Девушки собирались группами по возрасту. Младших к старшим и старших к младшим не допускали. К полуночи расходились по домам. Парни провожали девушек, по дороге досказывая то, о чем при народе говорить было неудобно. В отношениях между девушками и парнями была относительная свобода, но до известного предела. Грань переступали редко. Внебрачных детей в окрестных деревнях было мало, один-два. От соблазна удерживало сознание греха, опасение за репутацию, боязнь родительского гнева. С дурной славой бесполезно было рассчитывать на замужество. Молва о поведении каждого человека распространялась быстро. Как говорится: «Хорошая слава лежит, а плохая бежит». Молодые ребята всячески избегали ситуаций, при которых можно против желания попасть в отцы. Они знали о законе, по которому на воспитание внебрачных детей судом присуждались алименты. До 18-летия ребенка вычитали одну треть зарплаты, а в деревне треть причитающейся части урожая. Для решения суда было достаточно показаний двух свидетелей. А тем, кто оказывался в подобном положении, оставалось петь на мотив популярной песни «Кирпичики»:
Я хочу рассказать или спеть, как приходится горемычному из зарплаты выписывать треть.

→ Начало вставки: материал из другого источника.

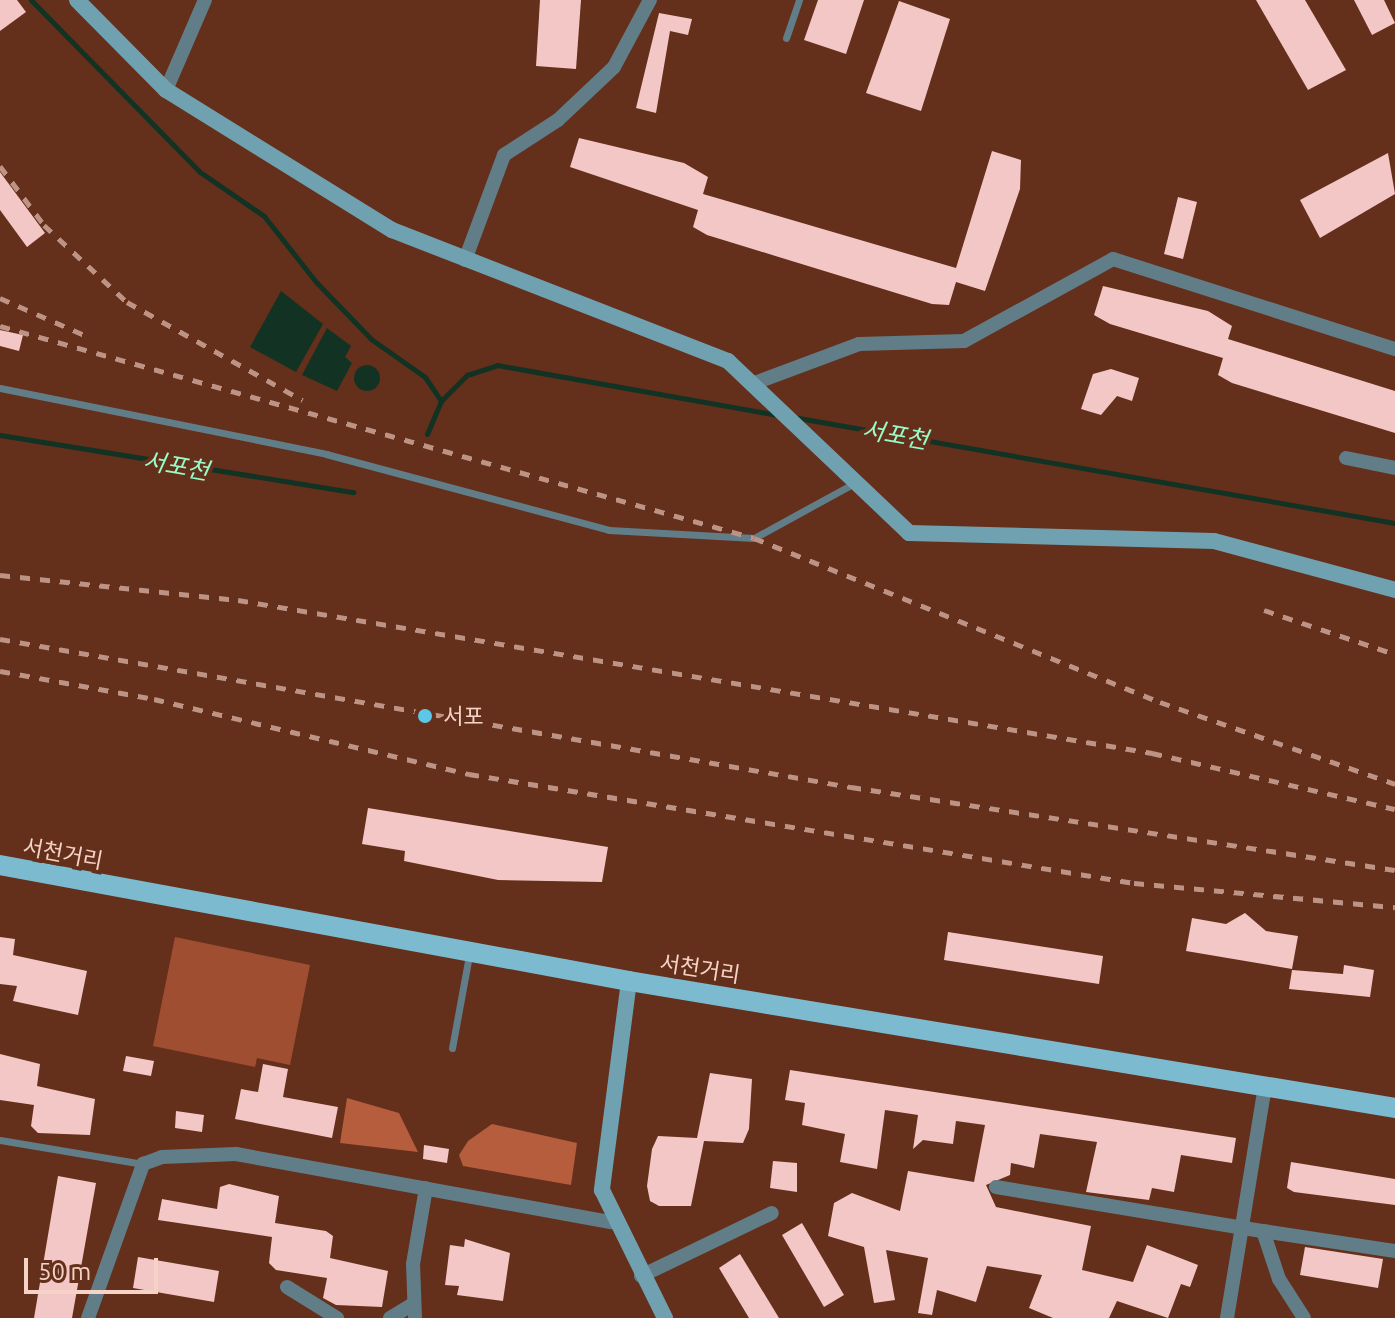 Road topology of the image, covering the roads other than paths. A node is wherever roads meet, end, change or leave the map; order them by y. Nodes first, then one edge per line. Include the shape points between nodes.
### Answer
1 (77, 0) edge
2 (205, 0) edge
3 (650, 0) edge
4 (799, 0) edge
5 (786, 38) dead end
6 (166, 90) junction
7 (465, 260) junction
8 (1395, 349) edge
9 (0, 388) edge
10 (758, 390) junction
11 (1346, 458) dead end
12 (1395, 468) edge
13 (851, 485) junction
14 (1395, 590) edge
15 (0, 865) edge
16 (469, 953) junction
17 (629, 981) junction
18 (452, 1048) dead end
19 (1265, 1086) junction
20 (1395, 1108) edge
21 (0, 1140) edge
22 (143, 1164) junction
23 (996, 1187) dead end
24 (426, 1188) junction
25 (772, 1213) dead end
26 (612, 1222) junction
27 (1244, 1225) junction
28 (1263, 1231) junction
29 (1395, 1251) edge
30 (641, 1276) junction
31 (287, 1287) dead end
32 (414, 1311) edge
33 (88, 1318) edge
34 (337, 1318) edge
35 (390, 1318) edge
36 (665, 1318) edge
37 (1227, 1318) edge
38 (1304, 1318) edge

1 - 6 street
2 - 6 street
3 - 7 street via 614,67 558,120 504,155
4 - 5 lane
6 - 7 street via 392,230
7 - 10 street via 672,335 728,361
8 - 10 street via 1113,259 976,337 859,344
9 - 13 lane via 326,454 609,530 754,538
10 - 13 street
11 - 12 street
13 - 14 street via 884,517 935,539 1214,541
15 - 16 main road, 서천거리
16 - 17 main road, 서천거리
16 - 18 lane
17 - 19 main road, 서천거리
17 - 26 street via 604,1146 602,1190
19 - 20 main road, 서천거리
19 - 27 street
21 - 22 lane
22 - 24 street via 195,1152 236,1154
22 - 33 street
23 - 27 street
24 - 26 street
24 - 32 street
25 - 30 street
26 - 30 street
27 - 28 street
27 - 37 street
28 - 29 street
28 - 38 street via 1279,1279
30 - 36 street
31 - 34 street
32 - 35 street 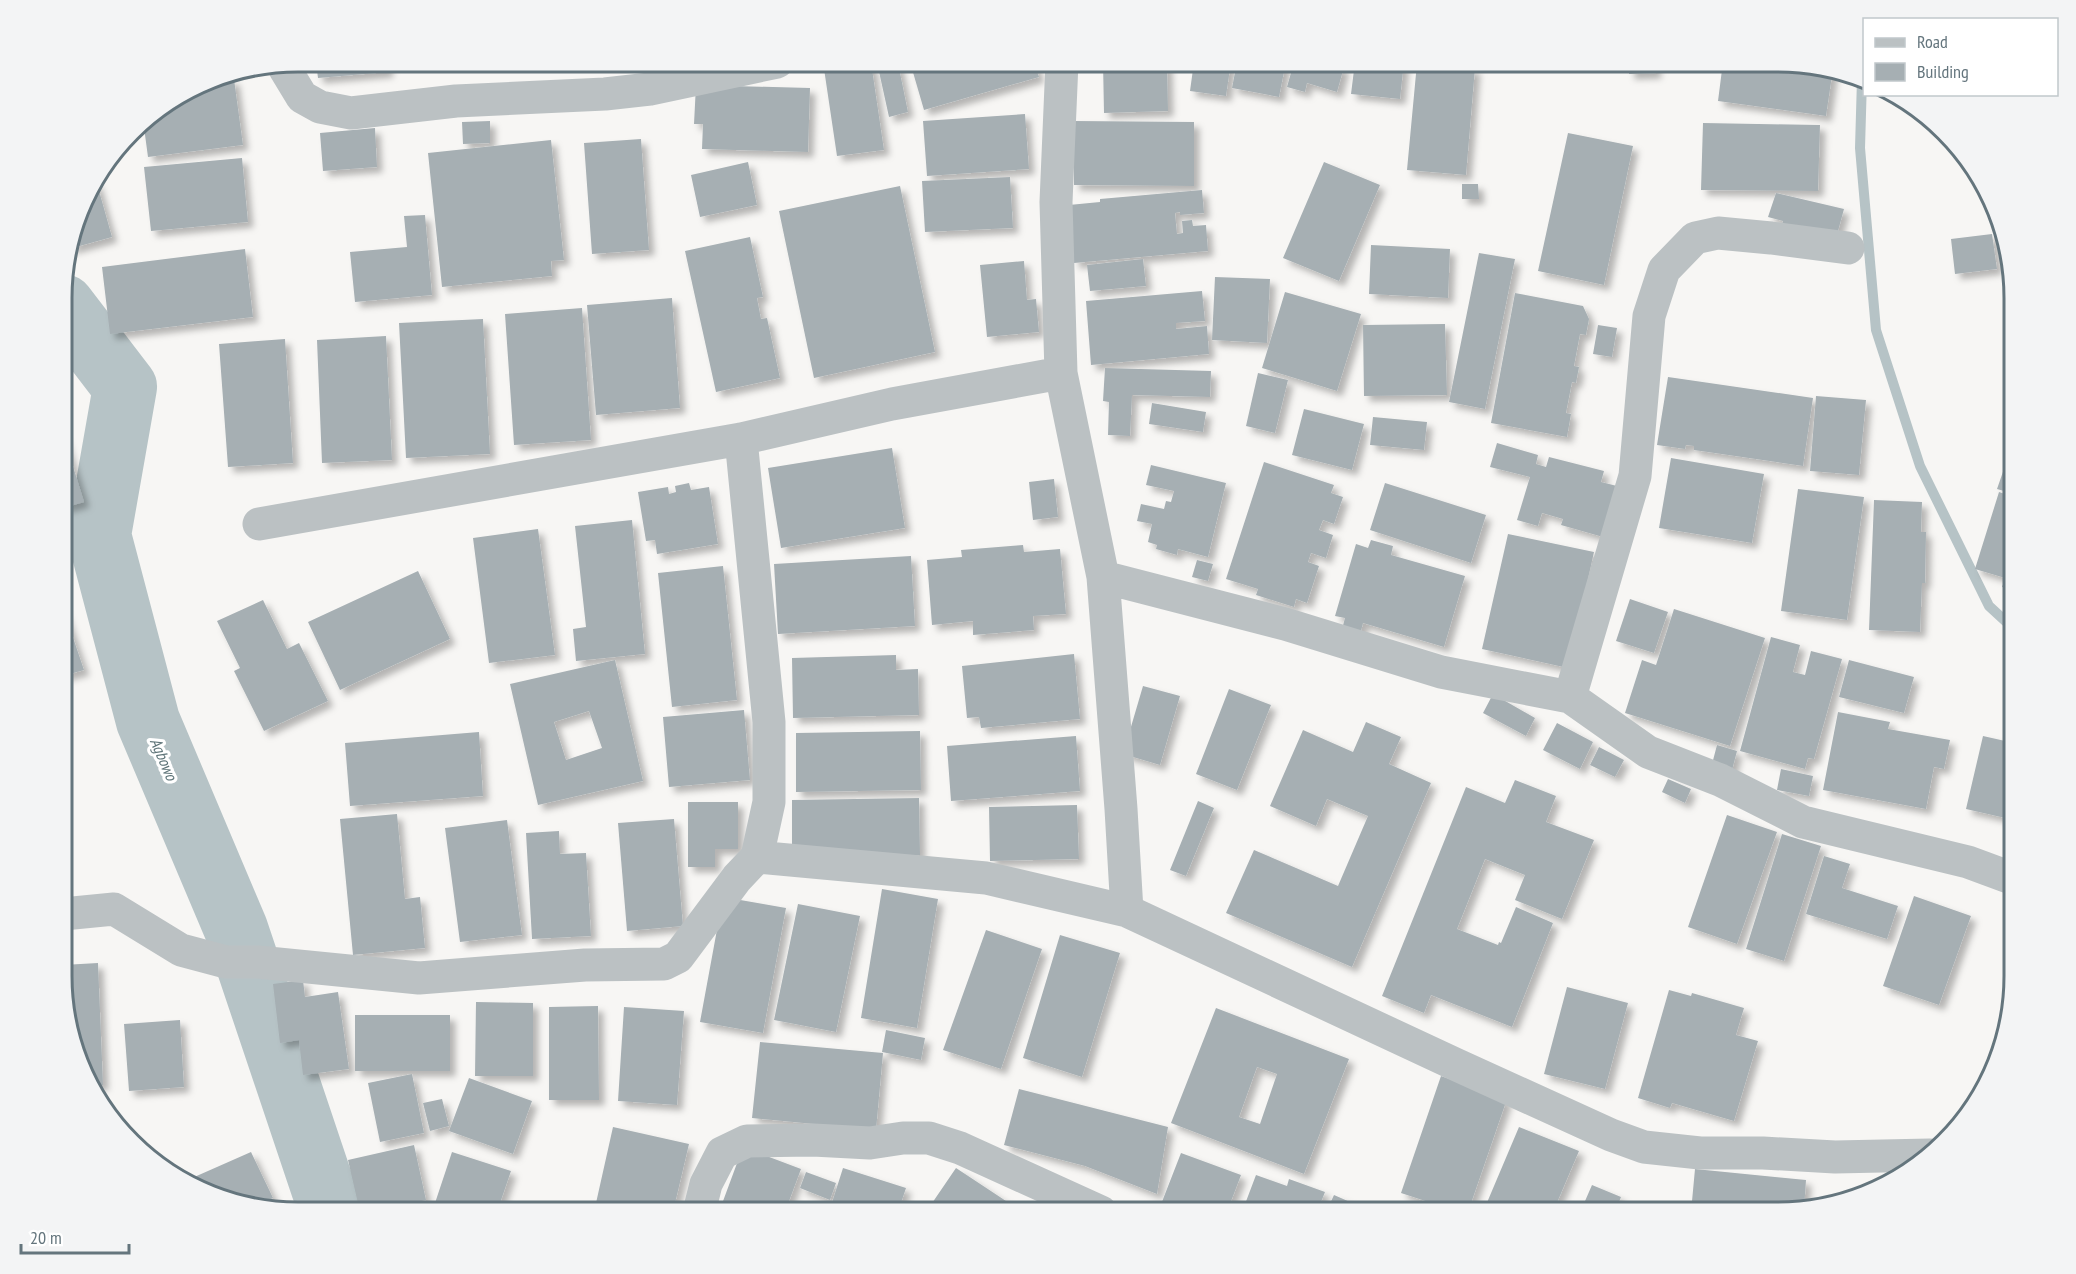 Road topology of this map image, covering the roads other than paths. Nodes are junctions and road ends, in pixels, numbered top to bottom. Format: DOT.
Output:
graph roads {
  1 [pos="287,72"];
  2 [pos="730,72"];
  3 [pos="1062,72"];
  4 [pos="1848,248"];
  5 [pos="1061,373"];
  6 [pos="741,439"];
  7 [pos="259,524"];
  8 [pos="1103,577"];
  9 [pos="1570,697"];
  10 [pos="757,857"];
  11 [pos="2004,875"];
  12 [pos="1127,911"];
  13 [pos="72,913"];
  14 [pos="1916,1155"];
  15 [pos="702,1202"];
  16 [pos="1079,1202"];
  1 -- 2 [label="street"];
  3 -- 5 [label="street"];
  4 -- 9 [label="street"];
  5 -- 6 [label="street"];
  5 -- 8 [label="street"];
  6 -- 7 [label="street"];
  6 -- 10 [label="street"];
  8 -- 9 [label="street"];
  8 -- 12 [label="street"];
  9 -- 11 [label="street"];
  10 -- 12 [label="street"];
  10 -- 13 [label="street"];
  12 -- 14 [label="street"];
  15 -- 16 [label="street"];
}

Первым парнем на деревне был гармонист. Где гармонист – там и молодежь. Встречались среди них талантливые музыканты-самоучки, но больше было посредственностей, пиликавших всю жизнь две-три мелодии. Под гармонь пели, плясали, отмечали праздники, провожали в солдаты, справляли свадьбы.
Гармонь, гармонь!
Родимая сторонка!
Поэзия российских деревень!
Балалаечники не пользовались такой широкой популярностью, но и они были нужны. К ним относились бережно, лучше балалайка, чем ничего.
Из революционных праздников рабочие завода торжественно отмечали день 1 Мая – День международной солидарности трудящихся. На площади у заводской школы сколачивали из досок трибуну, собирались люди с красными флагами. В четвертом классе нас водили на митинг. Школьники несли плакат из красной материи с нарисованным бронзовой краской восходящим солнцем и надписью: «И пусть под знаменем науки союз наш крепнет и растет!»
Одноногий Колька Малышев в кожаной куртке с наганом на ремне произносил речь, призывал до конца уничтожить «гидру контрреволюции», дать по морде лорду Керзону и всем дружно бороться за победу мировой революции.
Зимой 1924 года умер Ленин. В классе установили его портрет в черной рамке с надписью «Ленин – вождь мировой революции». Учеников отпустили домой раньше, до окончания занятий. Мы на улице, как обычно, не задерживались, бегом домой в тепло на печь. В вечерних сумерках, в морозном воздухе долго слышались гудки завода и остановивших движение поездов.